46.Ratio of LD 50 : ED 50 is... 

Toxicity index 

Therapeutic index 

Environment index 

Safety index

Answer 

1.aOswald Schmiedeberg

2.b Intravenous

3.c Those drugs that satisfy the health care  needs of at least 50 % of the population

4.c Adverse effects

5.d Mechanism of action

 6. Passive diffusion

7.Alkaline

Implication of ionization Acidic drugs ionize more at alkaline pH.Basic drugs ionize more at acidic pH.
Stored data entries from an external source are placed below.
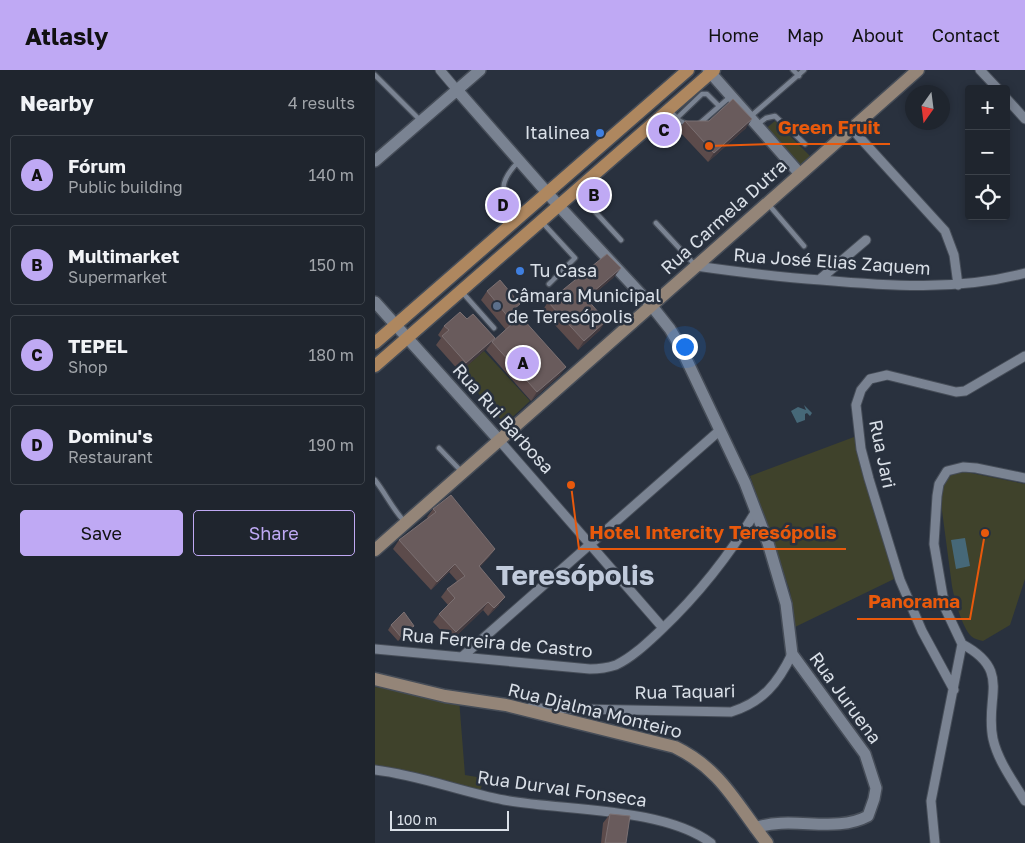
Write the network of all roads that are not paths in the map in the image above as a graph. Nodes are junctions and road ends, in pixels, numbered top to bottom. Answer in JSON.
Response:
{"nodes":[{"id":1,"x":440,"y":70,"type":"edge"},
{"id":2,"x":480,"y":70,"type":"edge"},
{"id":3,"x":688,"y":70,"type":"edge"},
{"id":4,"x":793,"y":70,"type":"edge"},
{"id":5,"x":804,"y":70,"type":"edge"},
{"id":6,"x":918,"y":70,"type":"edge"},
{"id":7,"x":981,"y":70,"type":"edge"},
{"id":8,"x":711,"y":71,"type":"edge"},
{"id":9,"x":375,"y":75,"type":"edge"},
{"id":10,"x":799,"y":76,"type":"junction"},
{"id":11,"x":994,"y":85,"type":"edge"},
{"id":12,"x":457,"y":90,"type":"junction"},
{"id":13,"x":731,"y":96,"type":"junction"},
{"id":14,"x":1010,"y":101,"type":"edge"},
{"id":15,"x":719,"y":106,"type":"junction"},
{"id":16,"x":1021,"y":108,"type":"edge"},
{"id":17,"x":672,"y":114,"type":"junction"},
{"id":18,"x":1025,"y":119,"type":"edge"},
{"id":19,"x":421,"y":121,"type":"junction"},
{"id":20,"x":753,"y":121,"type":"junction"},
{"id":21,"x":852,"y":129,"type":"junction"},
{"id":22,"x":805,"y":144,"type":"dead end"},
{"id":23,"x":519,"y":161,"type":"junction"},
{"id":24,"x":375,"y":162,"type":"edge"},
{"id":25,"x":800,"y":174,"type":"junction"},
{"id":26,"x":575,"y":190,"type":"junction"},
{"id":27,"x":546,"y":192,"type":"junction"},
{"id":28,"x":767,"y":203,"type":"junction"},
{"id":29,"x":558,"y":205,"type":"junction"},
{"id":30,"x":516,"y":218,"type":"junction"},
{"id":31,"x":540,"y":220,"type":"junction"},
{"id":32,"x":656,"y":223,"type":"dead end"},
{"id":33,"x":621,"y":240,"type":"dead end"},
{"id":34,"x":866,"y":240,"type":"dead end"},
{"id":35,"x":804,"y":246,"type":"dead end"},
{"id":36,"x":696,"y":266,"type":"junction"},
{"id":37,"x":1025,"y":273,"type":"edge"},
{"id":38,"x":819,"y":280,"type":"junction"},
{"id":39,"x":549,"y":284,"type":"dead end"},
{"id":40,"x":958,"y":285,"type":"junction"},
{"id":41,"x":461,"y":290,"type":"junction"},
{"id":42,"x":375,"y":302,"type":"edge"},
{"id":43,"x":651,"y":305,"type":"junction"},
{"id":44,"x":395,"y":326,"type":"junction"},
{"id":45,"x":494,"y":328,"type":"dead end"},
{"id":46,"x":406,"y":339,"type":"junction"},
{"id":47,"x":375,"y":344,"type":"edge"},
{"id":48,"x":1025,"y":356,"type":"edge"},
{"id":49,"x":375,"y":366,"type":"edge"},
{"id":50,"x":719,"y":431,"type":"junction"},
{"id":51,"x":499,"y":440,"type":"junction"},
{"id":52,"x":439,"y":448,"type":"dead end"},
{"id":53,"x":463,"y":472,"type":"junction"},
{"id":54,"x":1025,"y":478,"type":"edge"},
{"id":55,"x":375,"y":480,"type":"edge"},
{"id":56,"x":757,"y":511,"type":"junction"},
{"id":57,"x":407,"y":522,"type":"junction"},
{"id":58,"x":591,"y":544,"type":"junction"},
{"id":59,"x":375,"y":550,"type":"edge"},
{"id":60,"x":663,"y":628,"type":"junction"},
{"id":61,"x":963,"y":644,"type":"junction"},
{"id":62,"x":375,"y":650,"type":"edge"},
{"id":63,"x":791,"y":654,"type":"junction"},
{"id":64,"x":463,"y":656,"type":"junction"},
{"id":65,"x":375,"y":679,"type":"edge"},
{"id":66,"x":954,"y":690,"type":"junction"},
{"id":67,"x":522,"y":708,"type":"junction"},
{"id":68,"x":375,"y":770,"type":"edge"},
{"id":69,"x":1025,"y":801,"type":"edge"},
{"id":70,"x":755,"y":828,"type":"junction"},
{"id":71,"x":711,"y":843,"type":"edge"},
{"id":72,"x":767,"y":843,"type":"edge"},
{"id":73,"x":935,"y":843,"type":"edge"}],
"edges":[{"from":1,"to":12,"type":"street"},
{"from":2,"to":12,"type":"street"},
{"from":3,"to":27,"type":"main road"},
{"from":4,"to":10,"type":"lane"},
{"from":5,"to":10,"type":"lane"},
{"from":6,"to":21,"type":"main road","name":"Rua Carmela Dutra"},
{"from":7,"to":11,"type":"street"},
{"from":8,"to":13,"type":"street"},
{"from":8,"to":17,"type":"main road"},
{"from":9,"to":19,"type":"lane"},
{"from":10,"to":20,"type":"lane"},
{"from":12,"to":19,"type":"street"},
{"from":12,"to":23,"type":"street","name":"Rua Juruena"},
{"from":13,"to":15,"type":"lane"},
{"from":13,"to":20,"type":"street"},
{"from":14,"to":16,"type":"street"},
{"from":15,"to":17,"type":"lane"},
{"from":15,"to":17,"type":"lane"},
{"from":16,"to":18,"type":"street"},
{"from":17,"to":26,"type":"main road"},
{"from":19,"to":24,"type":"street"},
{"from":20,"to":22,"type":"lane"},
{"from":20,"to":25,"type":"street"},
{"from":21,"to":25,"type":"main road","name":"Rua Carmela Dutra"},
{"from":21,"to":40,"type":"street"},
{"from":23,"to":27,"type":"street","name":"Rua Juruena"},
{"from":23,"to":30,"type":"lane"},
{"from":25,"to":28,"type":"main road","name":"Rua Carmela Dutra"},
{"from":26,"to":29,"type":"main road"},
{"from":26,"to":33,"type":"lane"},
{"from":27,"to":29,"type":"street","name":"Rua Juruena"},
{"from":27,"to":30,"type":"main road"},
{"from":28,"to":35,"type":"lane"},
{"from":28,"to":36,"type":"main road","name":"Rua Carmela Dutra"},
{"from":29,"to":31,"type":"main road"},
{"from":29,"to":43,"type":"street","name":"Rua Juruena"},
{"from":30,"to":44,"type":"main road"},
{"from":31,"to":39,"type":"lane"},
{"from":31,"to":41,"type":"main road"},
{"from":32,"to":36,"type":"lane"},
{"from":34,"to":38,"type":"street"},
{"from":36,"to":38,"type":"street","name":"Rua José Elias Zaquem"},
{"from":36,"to":43,"type":"main road","name":"Rua Carmela Dutra"},
{"from":37,"to":40,"type":"street","name":"Rua José Elias Zaquem"},
{"from":38,"to":40,"type":"street","name":"Rua José Elias Zaquem"},
{"from":41,"to":45,"type":"lane"},
{"from":41,"to":46,"type":"main road"},
{"from":42,"to":44,"type":"street","name":"Rua Rui Barbosa"},
{"from":43,"to":50,"type":"street","name":"Rua Juruena"},
{"from":43,"to":51,"type":"main road","name":"Rua Carmela Dutra"},
{"from":44,"to":46,"type":"street","name":"Rua Rui Barbosa"},
{"from":44,"to":47,"type":"main road"},
{"from":46,"to":49,"type":"main road"},
{"from":46,"to":51,"type":"street","name":"Rua Rui Barbosa"},
{"from":48,"to":66,"type":"street","name":"Rua Jari"},
{"from":50,"to":56,"type":"street","name":"Rua Juruena"},
{"from":50,"to":58,"type":"street"},
{"from":51,"to":53,"type":"main road","name":"Rua Carmela Dutra"},
{"from":51,"to":58,"type":"street","name":"Rua Rui Barbosa"},
{"from":52,"to":53,"type":"lane"},
{"from":53,"to":57,"type":"main road","name":"Rua Carmela Dutra"},
{"from":54,"to":61,"type":"street"},
{"from":55,"to":57,"type":"lane"},
{"from":56,"to":60,"type":"street","name":"Rua Ferreira de Castro"},
{"from":56,"to":63,"type":"street","name":"Rua Juruena"},
{"from":57,"to":59,"type":"main road","name":"Rua Carmela Dutra"},
{"from":58,"to":60,"type":"street","name":"Rua Rui Barbosa"},
{"from":58,"to":64,"type":"street"},
{"from":60,"to":64,"type":"street","name":"Rua Ferreira de Castro"},
{"from":61,"to":66,"type":"street"},
{"from":61,"to":69,"type":"street"},
{"from":62,"to":64,"type":"street","name":"Rua Ferreira de Castro"},
{"from":63,"to":67,"type":"street","name":"Rua Taquari"},
{"from":63,"to":70,"type":"street","name":"Rua Juruena"},
{"from":65,"to":67,"type":"main road","name":"Rua Djalma Monteiro"},
{"from":66,"to":73,"type":"street"},
{"from":67,"to":70,"type":"main road","name":"Rua Djalma Monteiro"},
{"from":68,"to":71,"type":"street","name":"Rua Durval Fonseca"},
{"from":70,"to":72,"type":"main road","name":"Rua Djalma Monteiro"}]}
8.b Best absorbed in acidic  medium

9.d All of the above

10.c By passing the first pass metabolism of drug

11.c Intravenous route 

12.b Intramuscular

13.c Intravenous

14.d All of the above 

15.a Active transport 

16. Drug

17. Biological lag

18.cellulose acelate or gluten

  19. Blood Brain Barrier (BBB)

20. Blood Placental Barrier (BPB)

21. Plasma & extracellular surface of brain 

22. Maternal & foetal circulation 

23. Lipid soluble & non-ionised drugs

24.Lipid soluble & non-ionised drugs

25. Study of Drugs actions 

26. Any substance for diagnosis, prevention cure 

27.What Drug does to body

28.What body does to drug 

29.Both of them

30.Toxicology

31. Chemotherapy

32. All of them

33. Orphan drugs

34. Liver

35.All of them

36. Absorption

37. Renal tubule

38. Both of them 

39. All of them

40. All of them

41. Drug interaction

42.Antagonist

43. Binds to the same receptor site and progressively inhibits the agonist response

44. All of them

45. Both of them

46. Therapeutic index 

      Therapeutic index: It is defined as the ratio of median lethal dose to median effective dose.